┌────────

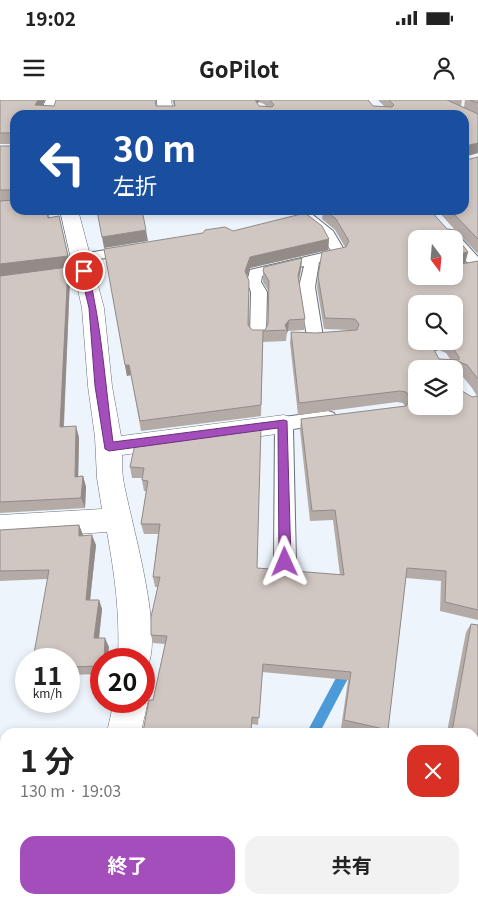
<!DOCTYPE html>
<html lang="ja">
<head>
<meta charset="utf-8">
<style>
  body { margin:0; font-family:Georgia,"Noto Sans JP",serif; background:#f2f2f2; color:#222; height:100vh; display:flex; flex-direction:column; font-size:19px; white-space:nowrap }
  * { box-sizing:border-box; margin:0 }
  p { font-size:16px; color:#767676 }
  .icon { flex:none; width:28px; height:28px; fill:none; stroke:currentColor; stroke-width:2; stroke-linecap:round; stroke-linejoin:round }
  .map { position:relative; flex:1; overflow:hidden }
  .details { position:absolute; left:0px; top:628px; width:479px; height:176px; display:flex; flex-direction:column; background:#fff; border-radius:15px 15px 0 0; box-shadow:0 2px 8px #0003 }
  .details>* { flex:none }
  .hud { position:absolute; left:10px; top:10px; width:459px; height:105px; border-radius:15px; box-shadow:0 2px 8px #0003; background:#1a4fa0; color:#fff; overflow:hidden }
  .needle { width:32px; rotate:164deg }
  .fabs { position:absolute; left:408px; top:130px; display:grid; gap:10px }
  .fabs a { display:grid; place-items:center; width:55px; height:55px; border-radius:10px; background:#fff; box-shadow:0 2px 8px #0003; font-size:25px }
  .speed { position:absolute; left:15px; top:548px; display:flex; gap:10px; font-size:25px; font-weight:700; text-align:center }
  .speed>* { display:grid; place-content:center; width:65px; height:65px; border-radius:50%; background:#fff; box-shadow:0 2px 8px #0003; line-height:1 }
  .speed small { font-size:12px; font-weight:400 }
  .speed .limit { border:8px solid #d22; background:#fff; color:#111 }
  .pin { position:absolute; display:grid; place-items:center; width:42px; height:42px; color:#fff; margin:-21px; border:2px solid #fff; border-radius:50%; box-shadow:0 1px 5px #0007 }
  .me { position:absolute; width:55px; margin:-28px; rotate:359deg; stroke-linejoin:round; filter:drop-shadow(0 0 4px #0008) }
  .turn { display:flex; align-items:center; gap:18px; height:105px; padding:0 20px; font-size:22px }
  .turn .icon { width:65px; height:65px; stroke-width:2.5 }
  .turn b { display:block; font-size:35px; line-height:42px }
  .round { display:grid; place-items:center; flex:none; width:52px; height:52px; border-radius:15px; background:#f2f2f2 }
  .headline { display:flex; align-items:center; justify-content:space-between; height:85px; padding:0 20px }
  h1 { font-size:30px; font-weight:700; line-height:38px }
  .action { display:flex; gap:10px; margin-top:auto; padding:10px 20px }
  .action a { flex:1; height:58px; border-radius:15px; background:#a44ebb; color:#fff; font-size:20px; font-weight:700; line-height:58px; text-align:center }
  .action a+a { background:#f2f2f2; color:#222 }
  .status { display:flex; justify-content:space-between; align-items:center; height:35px; padding:0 25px; background:#fff; direction:ltr }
  .status svg { height:14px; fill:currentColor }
  header { display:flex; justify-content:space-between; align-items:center; height:65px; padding:0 20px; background:#fff; font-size:22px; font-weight:700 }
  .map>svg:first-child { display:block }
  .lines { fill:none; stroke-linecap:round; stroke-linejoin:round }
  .stream { fill:#4c9ad7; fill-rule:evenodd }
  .service-casing { stroke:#6a7077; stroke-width:2 }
  .minor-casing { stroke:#6a7077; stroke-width:1 }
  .service { fill:#fff; fill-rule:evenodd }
  .minor { fill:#fff; fill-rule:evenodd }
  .wall { fill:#b4aba7; fill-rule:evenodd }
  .shaded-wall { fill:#928b88 }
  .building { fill:#d1c7c2; stroke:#928b88; fill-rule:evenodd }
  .route { fill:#a44ebb; stroke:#6b337a }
</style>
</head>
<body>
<div class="status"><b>19:02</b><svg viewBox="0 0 49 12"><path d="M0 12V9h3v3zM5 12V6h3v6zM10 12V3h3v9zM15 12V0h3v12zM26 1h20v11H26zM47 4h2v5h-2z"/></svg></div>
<header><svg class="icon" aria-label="menu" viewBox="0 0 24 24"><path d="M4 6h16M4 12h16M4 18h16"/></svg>GoPilot<svg class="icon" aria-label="person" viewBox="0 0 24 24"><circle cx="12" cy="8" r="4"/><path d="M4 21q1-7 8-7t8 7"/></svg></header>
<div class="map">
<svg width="478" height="803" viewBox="0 0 478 803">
  <rect width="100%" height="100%" fill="#edf4fc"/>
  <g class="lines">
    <!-- stream -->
    <path class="stream" d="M348 561 352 563 354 567 320 632H307L344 563Z
      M240 799H254L253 803H239Z"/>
    <!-- service casing -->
    <g class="service-casing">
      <path id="service" d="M298 110H312L313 115 333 131 346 153 344 156 319 162 315 187 323 237 321 241 315 242 309 241 307 237 299 187 304 166 262 176 261 182 267 192 266 235 264 239 258 240 252 239 250 235 251 192 247 182 250 170 331 151 322 136 302 120Z
        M454 135 459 136 478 157V170L473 169 454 147V139H447Z
        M131 146 136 147 138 150 136 153 81 162 76 161 74 158 76 155 81 154Z
        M84 167 89 168 91 171 89 174 0 186V178Z
        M328 311 334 313 337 318 334 323 293 329 296 462 293 468 285 471 277 468 274 462 275 324 278 319 284 317Z
        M474 663 478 664V690L474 689Z
        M367 799H396L395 803H365Z"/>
    </g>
    <!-- minor casing -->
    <g class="minor-casing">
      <path id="minor" d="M46 0H60L55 15H39Z
        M157 0H171L174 15H158Z
        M60 110H78L104 208 112 286 121 336 284 315 293 318 297 324 293 330 284 333 122 355C122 363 122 370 123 378 128 413 169 546 144 571V559H118C120 514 115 476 107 432L0 439V415L102 409 97 378 95 337 88 286 82 208Z
        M144 591 148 601 141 632H107L114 601H144Z
        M70 799H110L109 803H69Z"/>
    </g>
    <!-- service -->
    <use href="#service" class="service"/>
    <!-- minor -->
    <use href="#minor" class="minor"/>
  </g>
  <!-- wall -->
  <path class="wall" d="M0 0H45L42 6H174L172 0H368L373 6H384L378 0H462L461 6 464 7 465 0H478V53L466 56V60L478 57V154L455 130 456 137 468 152 465 163 456 165 478 161V520L440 511 441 481 406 478 388 630 387 632H362L341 628 348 580 262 572 258 625 252 624 153 600 165 544 153 543 151 535 158 487H155L153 477 158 434H144L141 424 146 391H144L142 380V378H132L130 367 135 344 257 468 340 475 333 420 310 421 300 330 301 319 405 306 403 303 397 302 298 315 290 243 291 232 316 233 350 230 324 229 317 187 318 176 345 147 335 130 322 119 323 110H430L447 129 455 130 437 110H464V15H15L50 118 71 167H68L70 178 64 326 79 337 78 377 83 376 86 387 85 408 0 413V46H13L14 44H0ZM259 2 264 4 266 6H259L257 4ZM416 139 454 176H416ZM454 204V241H416ZM439 250 446 253 450 259H439L435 251ZM416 269H454V306H416ZM457 274 463 277 472 288 477 296 472 297 462 291 457 281Z
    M233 131 329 139 328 150 250 168 247 176 249 225 252 230H265L268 224 269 192 263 182V171L302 158 301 169 299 181 305 219 304 230 288 231 287 233 286 241 263 242 261 316 141 331 131 275 127 276 104 149Z
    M79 425 83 435 96 445 90 500H99L102 509 99 538 109 547 101 559V574L69 575V559L47 479 0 481V430Z
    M471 524 478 525V659L474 658V632H447L466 532Z
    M0 666 5 667V777L0 776Z
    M155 799H215L214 802 200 800 199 803H154Z
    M302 799H328L327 803H311Z
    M440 799H474L478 803H440Z"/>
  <!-- shaded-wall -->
  <path class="shaded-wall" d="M38 0H45L37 15 35 5Z
    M252 0H260L259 2 252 7Z
    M478 43V53L464 57 465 46Z
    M59 116 71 167H68L70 178 63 338 0 176V164Z
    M146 130 148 141 104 148 102 137Z
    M329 139 328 150 250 168 245 182V171L250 157Z
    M468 152 465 163 454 166 456 155Z
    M302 158 301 169 297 187 298 176Z
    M289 220 288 231 287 233V230L285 225Z
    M435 241H441L439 250 431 252 432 246Z
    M125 265H129L131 275 127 276Z
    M76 326 79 337 78 388 75 377Z
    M83 376 86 387 85 408 81 398Z
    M79 425 83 435 79 436Z
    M92 435 96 445 89 510 86 500Z
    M99 500 102 509 98 547 94 538Z
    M105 538 109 547 108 559H104Z
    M0 653 2 655 0 661Z"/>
  <!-- building -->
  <path class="building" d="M0 0H38L35 5 54 6 56 0H155L156 6H175L174 0H255L259 6 272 7 274 5 270 0H368L373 6 392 7 394 5 389 0H447L478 14V43L465 46 466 60 478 57V139L450 110H464V15H15V110H47L48 118 59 116 68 156 0 164V101L13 100V90H0V46H13L14 33H0Z
    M470 0H478V3Z
    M106 110H142L146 130 102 137 97 111Z
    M325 110H430L447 129 455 130 456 137 468 152 456 155V165L478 161V279L467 265 457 261V281L462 291 472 297 478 296V510L445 502 446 471 407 468 388 630 344 620 351 572 263 564 259 618 252 617 251 632H143L149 600H153L167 536 151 535V517L160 477H153L160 424H141L148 381 142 380 144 368 130 367 135 344 261 327 257 468 344 475 335 410 312 411 301 319 406 306 411 298 406 292 400 291 299 303 291 232 316 233 357 230 359 224 355 219 325 218 318 176 322 152 346 147 349 141 336 119ZM416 139H454V176H416V170L414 166 416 163ZM416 204H454V241H448L459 257V260L439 259 432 246 435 241H416ZM416 269H454V306H416Z
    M305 113 322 126 329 139 250 157 245 171 249 181 248 225 252 230H265L268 224 269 181 263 171 264 167 302 158 298 176 305 219 289 220 285 225 287 230 263 231 261 305 140 321 129 265H125L104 149 203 133 205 130 225 127 233 131Z
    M68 167 60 327 76 326 75 377 83 376 81 398 0 402V176Z
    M79 425V436L92 435 86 500H99L94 538H105L104 559H101V566L69 567V559H33L49 470 0 471V430Z
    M471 524 478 525V651L474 650V632H452Z
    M0 666 5 667V774L0 773Z
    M474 703 478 705V803H447L448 799H474Z
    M155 799H198L197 803H154Z
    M312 799H328L327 803H321Z"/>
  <!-- route -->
  <path class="route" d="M81 169 88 171C102 227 105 285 113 342L284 320 287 321 291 462 289 466 285 467 280 466 279 462 278 328 109 351 105 349 95 286 89 208 80 171Z"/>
</svg>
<div class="fabs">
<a><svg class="needle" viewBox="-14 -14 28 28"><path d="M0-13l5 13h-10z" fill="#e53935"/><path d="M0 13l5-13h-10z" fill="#767676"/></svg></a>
<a><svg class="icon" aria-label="search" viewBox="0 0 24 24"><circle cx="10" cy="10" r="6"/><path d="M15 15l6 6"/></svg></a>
<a><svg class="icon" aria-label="layers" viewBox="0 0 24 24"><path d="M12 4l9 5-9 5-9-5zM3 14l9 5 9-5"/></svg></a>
</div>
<div class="speed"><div>11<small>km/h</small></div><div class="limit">20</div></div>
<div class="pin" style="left:84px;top:171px;background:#d93025"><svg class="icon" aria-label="arrive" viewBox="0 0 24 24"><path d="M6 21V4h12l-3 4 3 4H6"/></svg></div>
<svg class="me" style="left:285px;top:462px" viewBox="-20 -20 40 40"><path d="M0-17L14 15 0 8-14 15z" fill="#a44ebb" stroke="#fff" stroke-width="4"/></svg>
<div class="hud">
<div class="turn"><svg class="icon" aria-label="left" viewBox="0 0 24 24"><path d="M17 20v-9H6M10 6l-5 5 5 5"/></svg><div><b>30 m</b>左折</div></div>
</div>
<section class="details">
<div class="headline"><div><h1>1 分</h1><p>130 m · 19:03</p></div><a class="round" style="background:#d93025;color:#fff"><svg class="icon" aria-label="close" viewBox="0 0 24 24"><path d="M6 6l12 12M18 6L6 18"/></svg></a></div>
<div class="action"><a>終了</a><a>共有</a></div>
</section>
</div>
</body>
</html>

└────────

* **Problem statement**
Using the data above, work out how many lines include the word "hidden" and give only that number.

* **Solution for this task**
2